Exercise instructions: Please return the lines of the data that contain "ซอยม".

Records excerpted from a collection:
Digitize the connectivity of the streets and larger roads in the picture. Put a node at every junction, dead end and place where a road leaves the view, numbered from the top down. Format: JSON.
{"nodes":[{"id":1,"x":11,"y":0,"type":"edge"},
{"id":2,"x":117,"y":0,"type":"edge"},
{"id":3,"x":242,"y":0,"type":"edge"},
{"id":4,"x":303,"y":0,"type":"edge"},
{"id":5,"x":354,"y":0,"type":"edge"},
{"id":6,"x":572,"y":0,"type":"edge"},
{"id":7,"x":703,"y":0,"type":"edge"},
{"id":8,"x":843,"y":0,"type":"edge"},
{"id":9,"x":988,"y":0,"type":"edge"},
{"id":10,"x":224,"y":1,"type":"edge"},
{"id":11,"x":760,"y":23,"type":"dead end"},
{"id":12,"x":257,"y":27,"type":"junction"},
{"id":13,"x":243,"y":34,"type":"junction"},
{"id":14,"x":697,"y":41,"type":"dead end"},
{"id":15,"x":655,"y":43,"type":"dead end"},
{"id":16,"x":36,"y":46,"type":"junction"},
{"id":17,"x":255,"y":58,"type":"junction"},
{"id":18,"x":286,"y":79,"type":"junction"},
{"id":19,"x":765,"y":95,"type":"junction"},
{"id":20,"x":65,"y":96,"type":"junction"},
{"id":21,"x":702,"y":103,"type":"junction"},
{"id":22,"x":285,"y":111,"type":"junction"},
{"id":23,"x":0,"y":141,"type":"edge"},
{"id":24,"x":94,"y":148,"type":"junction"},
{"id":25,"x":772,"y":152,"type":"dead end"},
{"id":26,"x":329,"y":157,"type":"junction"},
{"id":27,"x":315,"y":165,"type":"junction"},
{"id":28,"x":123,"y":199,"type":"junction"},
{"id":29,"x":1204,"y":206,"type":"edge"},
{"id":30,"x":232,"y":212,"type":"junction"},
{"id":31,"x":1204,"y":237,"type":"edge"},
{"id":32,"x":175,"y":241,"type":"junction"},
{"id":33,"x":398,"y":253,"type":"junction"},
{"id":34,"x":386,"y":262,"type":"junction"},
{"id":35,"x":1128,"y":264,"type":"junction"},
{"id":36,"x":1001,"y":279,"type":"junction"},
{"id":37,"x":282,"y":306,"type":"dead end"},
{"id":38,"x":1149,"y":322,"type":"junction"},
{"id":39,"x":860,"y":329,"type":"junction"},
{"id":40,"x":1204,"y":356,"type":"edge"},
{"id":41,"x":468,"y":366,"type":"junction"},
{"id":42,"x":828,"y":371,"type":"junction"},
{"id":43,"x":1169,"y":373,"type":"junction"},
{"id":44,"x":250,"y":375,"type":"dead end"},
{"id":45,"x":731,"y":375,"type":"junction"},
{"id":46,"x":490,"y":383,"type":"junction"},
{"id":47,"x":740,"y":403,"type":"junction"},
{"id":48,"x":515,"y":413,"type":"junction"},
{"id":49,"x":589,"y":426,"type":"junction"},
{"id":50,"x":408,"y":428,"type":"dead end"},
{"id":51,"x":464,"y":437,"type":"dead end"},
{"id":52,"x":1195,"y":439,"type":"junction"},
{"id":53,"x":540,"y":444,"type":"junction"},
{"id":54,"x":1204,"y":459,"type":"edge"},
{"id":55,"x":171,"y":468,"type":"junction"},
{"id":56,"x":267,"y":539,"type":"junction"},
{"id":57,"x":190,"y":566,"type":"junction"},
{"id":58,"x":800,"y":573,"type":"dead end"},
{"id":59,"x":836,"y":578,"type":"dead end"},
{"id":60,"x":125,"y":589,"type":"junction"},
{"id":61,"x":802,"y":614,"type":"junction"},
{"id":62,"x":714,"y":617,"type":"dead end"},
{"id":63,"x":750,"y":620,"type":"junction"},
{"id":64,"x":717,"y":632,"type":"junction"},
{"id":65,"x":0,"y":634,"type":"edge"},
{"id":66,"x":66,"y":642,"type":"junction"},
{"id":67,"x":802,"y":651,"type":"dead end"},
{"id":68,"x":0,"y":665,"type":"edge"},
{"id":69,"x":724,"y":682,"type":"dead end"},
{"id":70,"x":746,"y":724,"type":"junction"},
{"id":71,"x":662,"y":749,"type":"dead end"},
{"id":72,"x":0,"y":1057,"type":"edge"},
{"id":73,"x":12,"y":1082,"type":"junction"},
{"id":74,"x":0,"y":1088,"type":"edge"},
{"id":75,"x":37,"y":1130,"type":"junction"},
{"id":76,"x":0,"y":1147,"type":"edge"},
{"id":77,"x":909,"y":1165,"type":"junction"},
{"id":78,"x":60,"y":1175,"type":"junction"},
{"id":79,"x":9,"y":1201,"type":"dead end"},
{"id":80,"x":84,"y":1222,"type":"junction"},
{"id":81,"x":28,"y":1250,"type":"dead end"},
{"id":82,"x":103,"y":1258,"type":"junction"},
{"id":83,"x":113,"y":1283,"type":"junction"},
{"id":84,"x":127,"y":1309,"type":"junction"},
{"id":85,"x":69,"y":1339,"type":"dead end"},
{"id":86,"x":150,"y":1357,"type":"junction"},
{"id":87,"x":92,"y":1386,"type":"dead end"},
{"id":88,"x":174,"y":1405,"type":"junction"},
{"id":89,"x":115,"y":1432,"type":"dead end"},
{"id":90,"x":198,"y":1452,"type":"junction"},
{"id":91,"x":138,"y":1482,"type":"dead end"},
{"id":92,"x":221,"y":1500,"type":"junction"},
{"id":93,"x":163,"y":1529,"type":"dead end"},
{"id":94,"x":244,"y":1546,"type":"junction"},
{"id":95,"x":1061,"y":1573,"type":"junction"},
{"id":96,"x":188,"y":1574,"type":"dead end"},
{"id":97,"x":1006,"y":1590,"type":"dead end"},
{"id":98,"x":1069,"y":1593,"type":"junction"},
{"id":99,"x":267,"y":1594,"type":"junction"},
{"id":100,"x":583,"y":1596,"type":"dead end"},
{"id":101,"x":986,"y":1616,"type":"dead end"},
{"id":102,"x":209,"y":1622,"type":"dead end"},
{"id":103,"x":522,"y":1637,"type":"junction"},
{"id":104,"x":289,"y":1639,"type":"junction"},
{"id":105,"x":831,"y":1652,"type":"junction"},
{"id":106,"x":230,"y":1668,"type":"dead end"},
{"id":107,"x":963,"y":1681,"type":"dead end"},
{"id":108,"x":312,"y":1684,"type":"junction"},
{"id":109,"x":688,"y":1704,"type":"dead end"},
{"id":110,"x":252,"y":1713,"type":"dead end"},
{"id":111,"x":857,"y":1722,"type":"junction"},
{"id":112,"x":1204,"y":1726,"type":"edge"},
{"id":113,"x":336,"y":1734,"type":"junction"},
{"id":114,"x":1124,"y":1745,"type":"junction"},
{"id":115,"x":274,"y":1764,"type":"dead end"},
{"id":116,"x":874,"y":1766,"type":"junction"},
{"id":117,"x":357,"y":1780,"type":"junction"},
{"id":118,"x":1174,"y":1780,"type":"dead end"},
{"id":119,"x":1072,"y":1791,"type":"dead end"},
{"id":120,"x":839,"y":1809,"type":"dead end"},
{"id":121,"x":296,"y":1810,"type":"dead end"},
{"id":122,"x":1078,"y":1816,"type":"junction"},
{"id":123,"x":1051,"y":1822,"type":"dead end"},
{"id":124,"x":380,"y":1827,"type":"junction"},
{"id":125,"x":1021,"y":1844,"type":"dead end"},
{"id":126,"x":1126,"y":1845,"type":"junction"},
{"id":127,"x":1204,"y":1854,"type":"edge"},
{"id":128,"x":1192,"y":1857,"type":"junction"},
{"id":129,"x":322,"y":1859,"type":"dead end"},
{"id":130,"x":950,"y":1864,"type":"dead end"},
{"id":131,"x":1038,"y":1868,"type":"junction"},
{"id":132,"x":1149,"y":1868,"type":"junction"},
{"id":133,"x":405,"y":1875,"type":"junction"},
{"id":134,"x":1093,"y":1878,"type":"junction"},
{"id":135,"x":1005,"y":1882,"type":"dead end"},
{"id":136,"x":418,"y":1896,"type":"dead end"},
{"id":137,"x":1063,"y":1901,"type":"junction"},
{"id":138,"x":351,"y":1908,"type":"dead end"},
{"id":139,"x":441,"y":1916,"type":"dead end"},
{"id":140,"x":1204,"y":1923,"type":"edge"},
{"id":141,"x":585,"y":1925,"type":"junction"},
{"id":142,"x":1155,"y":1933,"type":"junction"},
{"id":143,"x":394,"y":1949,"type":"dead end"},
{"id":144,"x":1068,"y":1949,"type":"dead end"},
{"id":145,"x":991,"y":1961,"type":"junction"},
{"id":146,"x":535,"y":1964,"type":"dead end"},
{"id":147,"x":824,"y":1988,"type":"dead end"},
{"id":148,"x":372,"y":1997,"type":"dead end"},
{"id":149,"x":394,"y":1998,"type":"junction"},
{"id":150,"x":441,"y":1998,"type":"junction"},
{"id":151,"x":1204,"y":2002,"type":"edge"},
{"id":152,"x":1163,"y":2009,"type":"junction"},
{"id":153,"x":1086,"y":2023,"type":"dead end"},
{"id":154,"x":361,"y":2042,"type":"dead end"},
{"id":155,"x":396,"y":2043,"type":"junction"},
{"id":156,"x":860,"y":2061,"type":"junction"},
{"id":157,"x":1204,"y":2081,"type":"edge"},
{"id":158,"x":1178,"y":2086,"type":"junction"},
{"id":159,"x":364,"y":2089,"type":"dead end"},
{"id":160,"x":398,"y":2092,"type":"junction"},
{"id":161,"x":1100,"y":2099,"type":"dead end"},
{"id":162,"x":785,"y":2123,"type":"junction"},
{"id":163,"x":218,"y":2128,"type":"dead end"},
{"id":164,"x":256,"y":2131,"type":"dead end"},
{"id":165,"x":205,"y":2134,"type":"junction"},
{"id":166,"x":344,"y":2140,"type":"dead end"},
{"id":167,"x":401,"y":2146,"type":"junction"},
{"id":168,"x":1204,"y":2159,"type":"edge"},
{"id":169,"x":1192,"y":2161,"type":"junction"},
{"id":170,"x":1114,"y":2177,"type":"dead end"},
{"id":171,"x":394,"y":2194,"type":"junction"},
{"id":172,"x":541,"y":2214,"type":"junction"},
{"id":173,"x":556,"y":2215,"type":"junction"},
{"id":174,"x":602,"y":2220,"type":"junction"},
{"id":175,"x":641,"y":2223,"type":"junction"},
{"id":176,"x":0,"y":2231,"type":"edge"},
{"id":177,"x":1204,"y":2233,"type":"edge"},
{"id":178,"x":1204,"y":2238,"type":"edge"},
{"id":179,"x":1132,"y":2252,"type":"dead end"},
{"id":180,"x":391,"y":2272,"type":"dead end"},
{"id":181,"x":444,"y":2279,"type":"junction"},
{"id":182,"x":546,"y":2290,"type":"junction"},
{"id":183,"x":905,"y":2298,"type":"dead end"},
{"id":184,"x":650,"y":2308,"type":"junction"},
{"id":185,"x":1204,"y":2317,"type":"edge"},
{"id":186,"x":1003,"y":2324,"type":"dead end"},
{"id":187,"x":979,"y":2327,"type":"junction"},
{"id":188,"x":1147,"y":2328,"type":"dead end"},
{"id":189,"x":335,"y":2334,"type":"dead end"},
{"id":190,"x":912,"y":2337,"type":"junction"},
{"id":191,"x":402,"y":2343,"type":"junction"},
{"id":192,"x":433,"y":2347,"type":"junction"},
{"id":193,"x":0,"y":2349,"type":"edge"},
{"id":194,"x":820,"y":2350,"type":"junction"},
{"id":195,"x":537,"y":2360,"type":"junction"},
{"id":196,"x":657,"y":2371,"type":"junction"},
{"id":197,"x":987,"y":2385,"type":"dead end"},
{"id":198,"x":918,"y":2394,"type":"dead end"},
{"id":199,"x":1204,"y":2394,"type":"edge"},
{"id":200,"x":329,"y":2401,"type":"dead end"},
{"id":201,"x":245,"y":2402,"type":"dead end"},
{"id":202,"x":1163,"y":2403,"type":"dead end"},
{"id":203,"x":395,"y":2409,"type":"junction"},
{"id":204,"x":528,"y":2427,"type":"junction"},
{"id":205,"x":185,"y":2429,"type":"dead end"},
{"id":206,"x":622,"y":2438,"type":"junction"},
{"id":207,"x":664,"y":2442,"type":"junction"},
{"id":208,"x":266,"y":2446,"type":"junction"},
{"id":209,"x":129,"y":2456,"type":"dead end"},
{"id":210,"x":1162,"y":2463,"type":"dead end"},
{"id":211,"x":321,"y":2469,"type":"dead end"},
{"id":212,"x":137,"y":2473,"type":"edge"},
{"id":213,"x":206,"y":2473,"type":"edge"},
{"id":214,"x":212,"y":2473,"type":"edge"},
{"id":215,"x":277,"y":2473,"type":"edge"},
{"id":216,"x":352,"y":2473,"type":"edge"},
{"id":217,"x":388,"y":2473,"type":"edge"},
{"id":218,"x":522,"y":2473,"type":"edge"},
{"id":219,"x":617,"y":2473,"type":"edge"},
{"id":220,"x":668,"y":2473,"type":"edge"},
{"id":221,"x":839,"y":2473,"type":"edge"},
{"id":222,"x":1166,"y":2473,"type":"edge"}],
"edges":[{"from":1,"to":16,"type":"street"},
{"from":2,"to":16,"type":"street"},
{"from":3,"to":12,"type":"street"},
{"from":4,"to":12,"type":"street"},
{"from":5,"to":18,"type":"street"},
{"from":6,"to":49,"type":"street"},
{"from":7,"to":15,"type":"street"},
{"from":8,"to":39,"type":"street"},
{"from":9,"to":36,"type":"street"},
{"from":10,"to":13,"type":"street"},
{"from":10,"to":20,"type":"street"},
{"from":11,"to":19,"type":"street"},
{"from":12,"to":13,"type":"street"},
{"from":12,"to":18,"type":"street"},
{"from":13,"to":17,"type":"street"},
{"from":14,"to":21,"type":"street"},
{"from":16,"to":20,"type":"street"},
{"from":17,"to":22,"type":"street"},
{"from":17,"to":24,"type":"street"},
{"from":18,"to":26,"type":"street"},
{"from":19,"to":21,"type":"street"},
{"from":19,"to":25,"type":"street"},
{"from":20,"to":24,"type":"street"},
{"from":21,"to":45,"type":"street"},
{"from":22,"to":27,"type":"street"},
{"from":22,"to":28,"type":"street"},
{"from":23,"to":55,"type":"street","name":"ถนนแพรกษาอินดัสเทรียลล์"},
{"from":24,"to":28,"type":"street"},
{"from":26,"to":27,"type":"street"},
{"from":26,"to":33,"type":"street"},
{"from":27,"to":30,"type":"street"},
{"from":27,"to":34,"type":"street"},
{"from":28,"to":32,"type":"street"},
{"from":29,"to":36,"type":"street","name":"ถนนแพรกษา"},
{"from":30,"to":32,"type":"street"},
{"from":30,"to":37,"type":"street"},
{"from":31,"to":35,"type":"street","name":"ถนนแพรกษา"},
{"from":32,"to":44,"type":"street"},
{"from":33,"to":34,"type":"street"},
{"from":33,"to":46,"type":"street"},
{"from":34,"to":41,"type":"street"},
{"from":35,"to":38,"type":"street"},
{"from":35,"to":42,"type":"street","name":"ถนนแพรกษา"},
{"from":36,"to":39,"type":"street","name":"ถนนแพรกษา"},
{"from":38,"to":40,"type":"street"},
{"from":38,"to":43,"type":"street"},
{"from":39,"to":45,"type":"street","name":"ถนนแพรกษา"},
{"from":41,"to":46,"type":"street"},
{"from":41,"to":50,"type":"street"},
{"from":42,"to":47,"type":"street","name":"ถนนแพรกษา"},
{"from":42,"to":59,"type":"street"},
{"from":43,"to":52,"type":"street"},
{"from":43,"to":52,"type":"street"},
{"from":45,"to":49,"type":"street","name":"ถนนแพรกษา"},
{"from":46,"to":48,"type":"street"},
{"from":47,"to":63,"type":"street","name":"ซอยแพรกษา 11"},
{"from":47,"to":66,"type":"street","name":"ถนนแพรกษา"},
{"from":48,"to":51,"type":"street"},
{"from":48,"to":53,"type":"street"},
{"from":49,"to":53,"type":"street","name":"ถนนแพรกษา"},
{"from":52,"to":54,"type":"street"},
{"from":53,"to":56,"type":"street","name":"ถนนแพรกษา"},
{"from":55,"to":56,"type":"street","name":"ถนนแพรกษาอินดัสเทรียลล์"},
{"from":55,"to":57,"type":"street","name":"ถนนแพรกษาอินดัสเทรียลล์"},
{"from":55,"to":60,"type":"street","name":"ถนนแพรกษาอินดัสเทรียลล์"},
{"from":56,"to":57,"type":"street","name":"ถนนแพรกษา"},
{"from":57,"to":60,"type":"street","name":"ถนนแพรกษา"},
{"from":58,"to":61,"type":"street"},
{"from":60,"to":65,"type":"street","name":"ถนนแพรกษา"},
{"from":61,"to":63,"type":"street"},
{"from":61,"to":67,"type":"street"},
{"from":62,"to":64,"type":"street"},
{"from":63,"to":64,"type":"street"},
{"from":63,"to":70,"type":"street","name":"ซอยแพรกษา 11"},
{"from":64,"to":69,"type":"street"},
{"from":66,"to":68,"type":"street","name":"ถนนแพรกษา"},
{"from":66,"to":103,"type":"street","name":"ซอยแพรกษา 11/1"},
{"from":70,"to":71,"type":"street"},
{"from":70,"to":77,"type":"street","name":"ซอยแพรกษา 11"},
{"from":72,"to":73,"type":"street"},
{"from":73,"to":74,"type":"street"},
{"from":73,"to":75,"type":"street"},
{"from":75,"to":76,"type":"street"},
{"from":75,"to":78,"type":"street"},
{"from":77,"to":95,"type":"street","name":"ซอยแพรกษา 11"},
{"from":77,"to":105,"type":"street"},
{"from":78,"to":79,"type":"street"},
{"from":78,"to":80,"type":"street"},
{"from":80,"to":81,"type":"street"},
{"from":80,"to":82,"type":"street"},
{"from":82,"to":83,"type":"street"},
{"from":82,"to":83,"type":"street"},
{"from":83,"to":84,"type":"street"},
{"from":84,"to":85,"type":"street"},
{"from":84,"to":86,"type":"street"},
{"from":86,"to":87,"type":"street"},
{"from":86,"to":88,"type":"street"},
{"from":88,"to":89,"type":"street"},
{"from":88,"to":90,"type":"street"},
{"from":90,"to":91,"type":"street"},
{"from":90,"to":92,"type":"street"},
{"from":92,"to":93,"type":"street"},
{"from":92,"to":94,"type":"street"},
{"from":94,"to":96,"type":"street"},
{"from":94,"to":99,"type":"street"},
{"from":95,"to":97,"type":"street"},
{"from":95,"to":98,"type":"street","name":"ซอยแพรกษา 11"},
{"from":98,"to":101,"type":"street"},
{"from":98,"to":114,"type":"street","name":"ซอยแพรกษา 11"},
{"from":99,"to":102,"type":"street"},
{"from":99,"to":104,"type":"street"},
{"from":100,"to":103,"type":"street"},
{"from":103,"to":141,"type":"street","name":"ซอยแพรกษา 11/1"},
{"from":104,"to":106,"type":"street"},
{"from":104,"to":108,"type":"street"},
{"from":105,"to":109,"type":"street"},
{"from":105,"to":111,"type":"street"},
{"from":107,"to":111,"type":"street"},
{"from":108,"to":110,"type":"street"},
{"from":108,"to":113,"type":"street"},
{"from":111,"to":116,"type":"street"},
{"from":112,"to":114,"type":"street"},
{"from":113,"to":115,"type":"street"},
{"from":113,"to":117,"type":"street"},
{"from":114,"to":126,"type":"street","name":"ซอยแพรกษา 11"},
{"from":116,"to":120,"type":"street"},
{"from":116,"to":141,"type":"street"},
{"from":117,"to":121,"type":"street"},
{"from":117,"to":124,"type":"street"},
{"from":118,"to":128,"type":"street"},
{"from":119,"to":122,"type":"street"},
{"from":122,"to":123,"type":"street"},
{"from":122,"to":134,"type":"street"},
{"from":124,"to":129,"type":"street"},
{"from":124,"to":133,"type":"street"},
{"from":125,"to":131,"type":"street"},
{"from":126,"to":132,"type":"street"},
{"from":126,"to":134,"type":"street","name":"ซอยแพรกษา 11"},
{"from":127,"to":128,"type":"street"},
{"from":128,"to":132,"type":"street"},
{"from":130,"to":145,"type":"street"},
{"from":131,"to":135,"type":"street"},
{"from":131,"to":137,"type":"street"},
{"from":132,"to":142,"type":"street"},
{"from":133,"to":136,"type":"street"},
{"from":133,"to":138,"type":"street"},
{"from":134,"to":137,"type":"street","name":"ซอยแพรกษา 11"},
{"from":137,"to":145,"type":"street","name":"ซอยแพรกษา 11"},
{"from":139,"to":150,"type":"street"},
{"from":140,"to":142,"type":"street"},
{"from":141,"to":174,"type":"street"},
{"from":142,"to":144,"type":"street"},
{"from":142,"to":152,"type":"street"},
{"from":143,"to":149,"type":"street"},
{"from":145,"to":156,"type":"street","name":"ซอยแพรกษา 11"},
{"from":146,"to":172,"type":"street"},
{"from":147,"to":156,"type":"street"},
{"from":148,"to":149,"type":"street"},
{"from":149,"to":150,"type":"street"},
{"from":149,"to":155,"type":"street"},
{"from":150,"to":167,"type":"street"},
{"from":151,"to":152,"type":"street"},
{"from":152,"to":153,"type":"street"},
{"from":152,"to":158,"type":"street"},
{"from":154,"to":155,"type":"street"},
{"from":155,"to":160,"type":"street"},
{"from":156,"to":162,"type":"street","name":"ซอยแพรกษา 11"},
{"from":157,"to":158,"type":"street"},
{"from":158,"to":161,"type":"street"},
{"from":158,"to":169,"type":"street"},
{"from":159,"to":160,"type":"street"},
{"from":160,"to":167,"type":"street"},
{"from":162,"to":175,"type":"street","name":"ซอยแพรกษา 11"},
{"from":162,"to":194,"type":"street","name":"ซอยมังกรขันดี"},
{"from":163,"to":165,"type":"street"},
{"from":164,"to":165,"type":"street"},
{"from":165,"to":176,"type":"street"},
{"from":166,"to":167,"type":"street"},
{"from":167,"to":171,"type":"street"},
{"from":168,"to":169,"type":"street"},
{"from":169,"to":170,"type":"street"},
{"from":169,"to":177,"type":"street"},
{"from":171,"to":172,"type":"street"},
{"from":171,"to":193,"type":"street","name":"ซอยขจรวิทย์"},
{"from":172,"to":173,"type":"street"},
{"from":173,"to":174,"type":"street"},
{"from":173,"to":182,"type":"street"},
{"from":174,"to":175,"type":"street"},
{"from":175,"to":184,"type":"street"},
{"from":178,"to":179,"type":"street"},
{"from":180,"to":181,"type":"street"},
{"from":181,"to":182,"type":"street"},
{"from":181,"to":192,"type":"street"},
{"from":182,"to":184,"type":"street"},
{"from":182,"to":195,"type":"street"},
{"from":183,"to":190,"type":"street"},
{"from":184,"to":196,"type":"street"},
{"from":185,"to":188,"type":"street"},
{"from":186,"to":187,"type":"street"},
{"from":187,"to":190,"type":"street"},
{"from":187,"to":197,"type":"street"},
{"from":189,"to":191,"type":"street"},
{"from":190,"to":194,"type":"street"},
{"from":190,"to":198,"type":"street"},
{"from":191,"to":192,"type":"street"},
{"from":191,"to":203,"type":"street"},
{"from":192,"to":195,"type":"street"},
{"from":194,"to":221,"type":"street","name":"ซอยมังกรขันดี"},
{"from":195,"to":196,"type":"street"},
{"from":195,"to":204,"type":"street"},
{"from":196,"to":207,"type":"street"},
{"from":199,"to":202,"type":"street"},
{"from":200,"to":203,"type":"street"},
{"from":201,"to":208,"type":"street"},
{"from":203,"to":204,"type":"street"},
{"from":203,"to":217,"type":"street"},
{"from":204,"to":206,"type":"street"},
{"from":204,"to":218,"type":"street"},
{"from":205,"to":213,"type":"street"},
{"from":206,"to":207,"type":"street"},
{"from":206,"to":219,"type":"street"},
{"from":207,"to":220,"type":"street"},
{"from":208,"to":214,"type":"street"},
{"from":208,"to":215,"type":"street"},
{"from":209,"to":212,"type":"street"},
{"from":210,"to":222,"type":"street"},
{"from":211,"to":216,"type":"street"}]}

Solution to this task:
{"from":162,"to":194,"type":"street","name":"ซอยมังกรขันดี"},
{"from":194,"to":221,"type":"street","name":"ซอยมังกรขันดี"},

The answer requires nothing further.